The need to relieve the European Court of Human Rights (“the Court”) from its workload is one more reason to underline our attachment to the principle of subsidiarity. When we reaffirm our attachment to this principle –which the Court in its fertile case law has defined in its various aspects3- and we remind to member States their role as the natural guarantors of human rights, we actually pledge for the development of a human rights conscience at all levels of society. One year after the taking up of my functions and having visited different parts of our continent, this necessity appears even more evident. The development of a Human Rights conscience in our member States gives full effect to the objective character of the Convention and the collective guarantee of its system4 as it was qualified by the former European Commission of Human Rights. In this historic point in time, when we are planning to go further, we ought to remember the guiding principles of our history.

The title of my intervention “Alternative or complementary means of resolving disputes” is the one under which the report of the GWP –together with the part on friendly settlements and mediation- envisages the new functions that the Commissioner should undertake with ombudsmen and national human rights institutions (“NHRIs”) in order to assist the long term effectiveness of the Convention. This title did not figure in the interim report issued by the Group for the Ministerial Session in May 2006. Thus, before entering into the substantive part of my intervention, I would like to make some preliminary remarks of a more formal nature.

When the interim report was issued, I had the honour to be invited by the Chairman of the Group, Mr. Rodriguez-Iglesias, to submit my comments in writing. The publication of the interim report coincided with the taking up of my functions and with the opening of two gates of major importance for the future of my work. First, the preparation for the entry into force of Protocol No. 14 which allows the Commissioner to take part in the judicial proceedings

before the Court without betraying the explicit prohibition of a judicial competence as provided with by his mandate. Secondly, the decision to expand and intensify my cooperation with ombudsmen and NHRIs building on the very important foundations set up by Alvaro Gil-Robles.

I submitted my comments to the interim report and as the latter referred to the need for an enhanced cooperation with ombudsmen and NHRIs (which under my mandate are defined as National Human Rights Structures - “NHRSs”), I decided to consult the latter immediately. Indeed, the cooperation between NHRSs and the Commissioner was based, from the outset, on the mutual respect of each other’s independence.
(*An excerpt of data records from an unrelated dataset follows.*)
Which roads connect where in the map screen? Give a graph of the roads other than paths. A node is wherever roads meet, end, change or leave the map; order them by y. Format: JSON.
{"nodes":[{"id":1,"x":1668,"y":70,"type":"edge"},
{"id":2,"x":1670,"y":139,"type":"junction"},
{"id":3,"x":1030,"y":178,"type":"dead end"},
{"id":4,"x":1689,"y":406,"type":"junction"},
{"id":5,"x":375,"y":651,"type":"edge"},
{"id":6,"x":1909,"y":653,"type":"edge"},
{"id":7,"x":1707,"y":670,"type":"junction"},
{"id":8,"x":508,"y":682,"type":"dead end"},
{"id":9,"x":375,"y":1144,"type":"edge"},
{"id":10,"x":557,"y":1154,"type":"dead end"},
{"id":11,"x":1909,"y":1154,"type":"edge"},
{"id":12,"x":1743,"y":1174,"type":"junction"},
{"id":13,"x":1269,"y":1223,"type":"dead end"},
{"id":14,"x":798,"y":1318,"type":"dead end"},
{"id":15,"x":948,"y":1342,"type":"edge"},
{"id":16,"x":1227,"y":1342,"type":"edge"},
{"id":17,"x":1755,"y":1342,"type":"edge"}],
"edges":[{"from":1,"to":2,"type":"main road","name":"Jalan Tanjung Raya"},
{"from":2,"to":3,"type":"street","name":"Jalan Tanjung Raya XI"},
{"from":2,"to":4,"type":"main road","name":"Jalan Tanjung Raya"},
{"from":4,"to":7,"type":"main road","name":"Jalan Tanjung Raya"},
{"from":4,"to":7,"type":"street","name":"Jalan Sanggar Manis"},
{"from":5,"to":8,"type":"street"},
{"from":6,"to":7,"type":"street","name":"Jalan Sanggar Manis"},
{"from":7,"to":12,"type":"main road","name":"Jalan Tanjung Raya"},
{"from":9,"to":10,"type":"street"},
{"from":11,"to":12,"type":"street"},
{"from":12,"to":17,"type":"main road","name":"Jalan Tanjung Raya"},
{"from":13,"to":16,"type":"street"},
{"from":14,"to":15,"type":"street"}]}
As a result of a conference in Vienna in June 2006, the European branch of the International Ombudsman Institute (IOI) prepared a questionnaire for the attention of its members in order to collect their reaction to the GWP interim report and my comments thereto5. Preliminary discussions with the European Group of NHRIs were held in September 2006 in Athens during the 4th Round Table of the Commissioner and the European NHRIs6. I had informed the GWP of all these consultations during the hearing they organised with me in September 2006. I am glad that in its final report the Group has noted “with approval that the Commissioner is extending his current co-operation with national and regional ombudsmen and national human rights institutes” (para. 112).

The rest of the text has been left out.